*** Extracted entries Section Begins ***
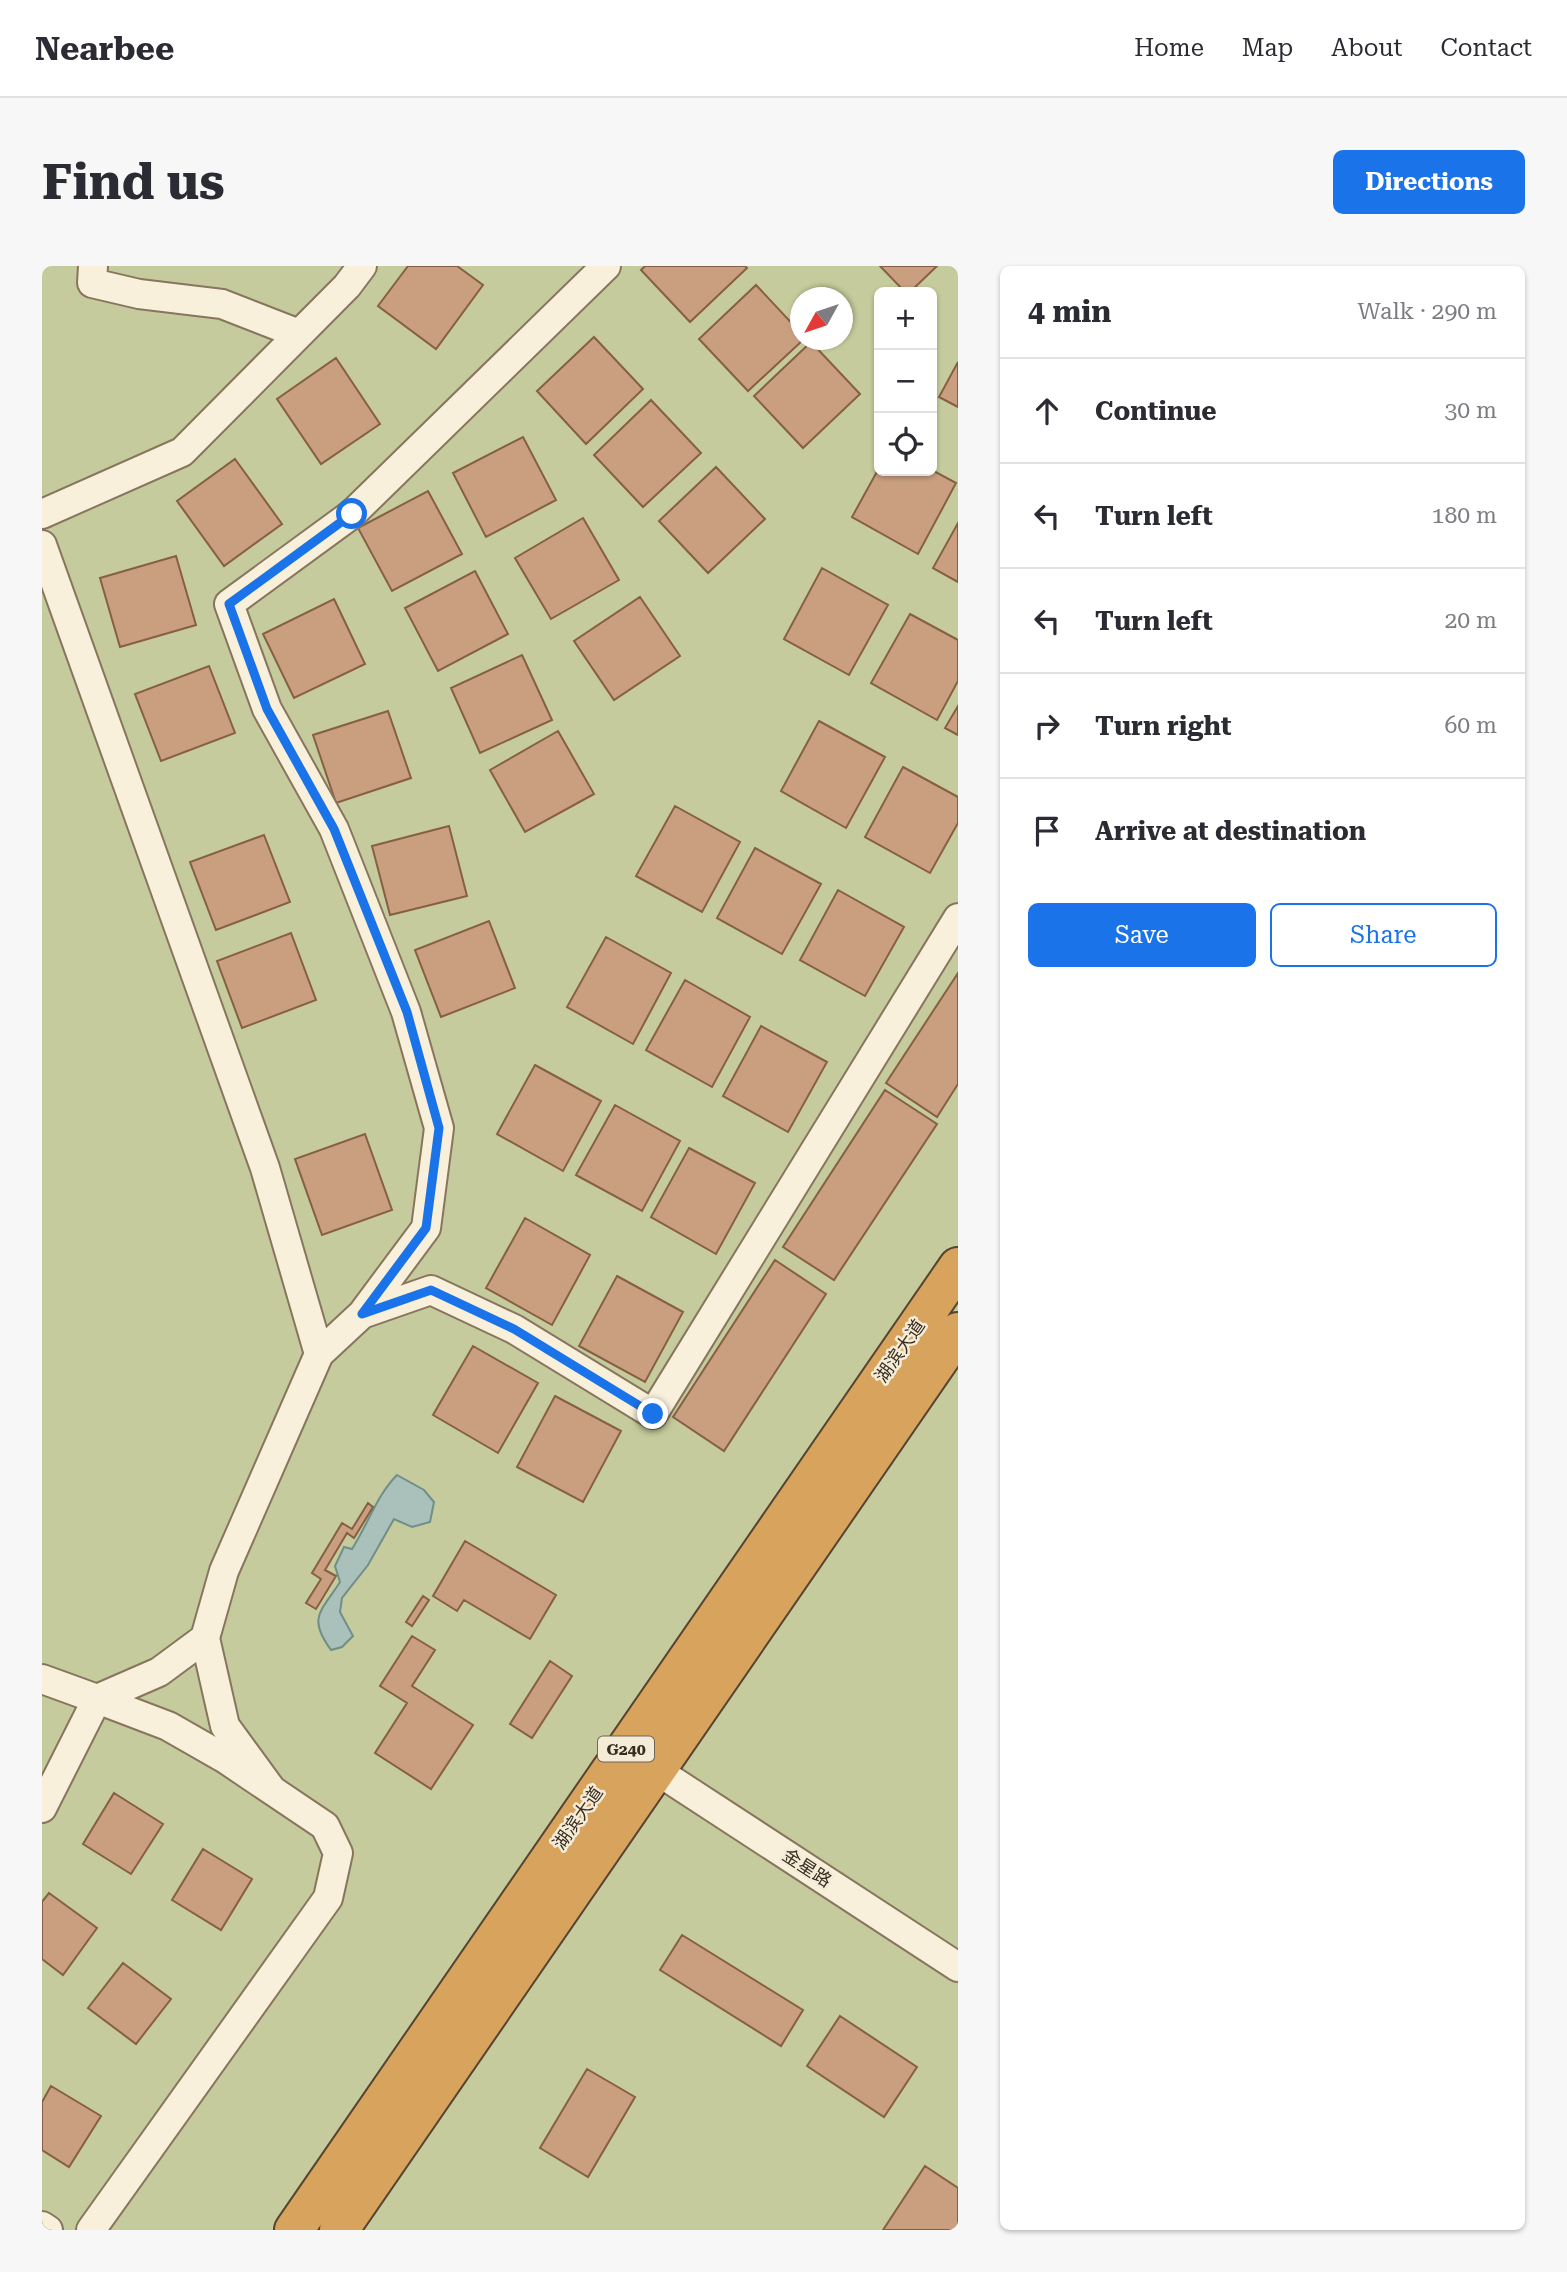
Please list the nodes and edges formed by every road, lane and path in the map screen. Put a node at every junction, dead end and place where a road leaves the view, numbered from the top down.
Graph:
1 (93, 266) edge
2 (362, 266) edge
3 (606, 266) edge
4 (299, 334) junction
5 (42, 514) edge
6 (42, 545) edge
7 (958, 918) edge
8 (958, 1267) edge
9 (362, 1314) junction
10 (958, 1332) edge
11 (319, 1354) junction
12 (205, 1638) junction
13 (42, 1679) edge
14 (97, 1699) junction
15 (656, 1770) junction
16 (271, 1789) junction
17 (42, 1808) edge
18 (958, 1967) edge
19 (42, 2227) edge
20 (48, 2230) edge
21 (91, 2230) edge
22 (294, 2230) edge
23 (339, 2230) edge

1 - 4 street
2 - 4 street
3 - 9 street
4 - 5 street
6 - 11 street
7 - 9 street
8 - 22 highway, 湖滨大道 / G240
9 - 11 street
10 - 15 highway, 湖滨大道 / G240
11 - 12 street
12 - 14 street
12 - 16 street
13 - 14 street
14 - 16 street
14 - 17 street
15 - 18 street, 金星路
15 - 23 highway, 湖滨大道 / G240
16 - 21 street
19 - 20 street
*** Extracted entries Section Ends ***
▶ **Exercise instructions**: Without changing a word, retype the data above and omit its pictures.

▶ **Result for this task**:
Please list the nodes and edges formed by every road, lane and path in the map screen. Put a node at every junction, dead end and place where a road leaves the view, numbered from the top down.
Graph:
1 (93, 266) edge
2 (362, 266) edge
3 (606, 266) edge
4 (299, 334) junction
5 (42, 514) edge
6 (42, 545) edge
7 (958, 918) edge
8 (958, 1267) edge
9 (362, 1314) junction
10 (958, 1332) edge
11 (319, 1354) junction
12 (205, 1638) junction
13 (42, 1679) edge
14 (97, 1699) junction
15 (656, 1770) junction
16 (271, 1789) junction
17 (42, 1808) edge
18 (958, 1967) edge
19 (42, 2227) edge
20 (48, 2230) edge
21 (91, 2230) edge
22 (294, 2230) edge
23 (339, 2230) edge

1 - 4 street
2 - 4 street
3 - 9 street
4 - 5 street
6 - 11 street
7 - 9 street
8 - 22 highway, 湖滨大道 / G240
9 - 11 street
10 - 15 highway, 湖滨大道 / G240
11 - 12 street
12 - 14 street
12 - 16 street
13 - 14 street
14 - 16 street
14 - 17 street
15 - 18 street, 金星路
15 - 23 highway, 湖滨大道 / G240
16 - 21 street
19 - 20 street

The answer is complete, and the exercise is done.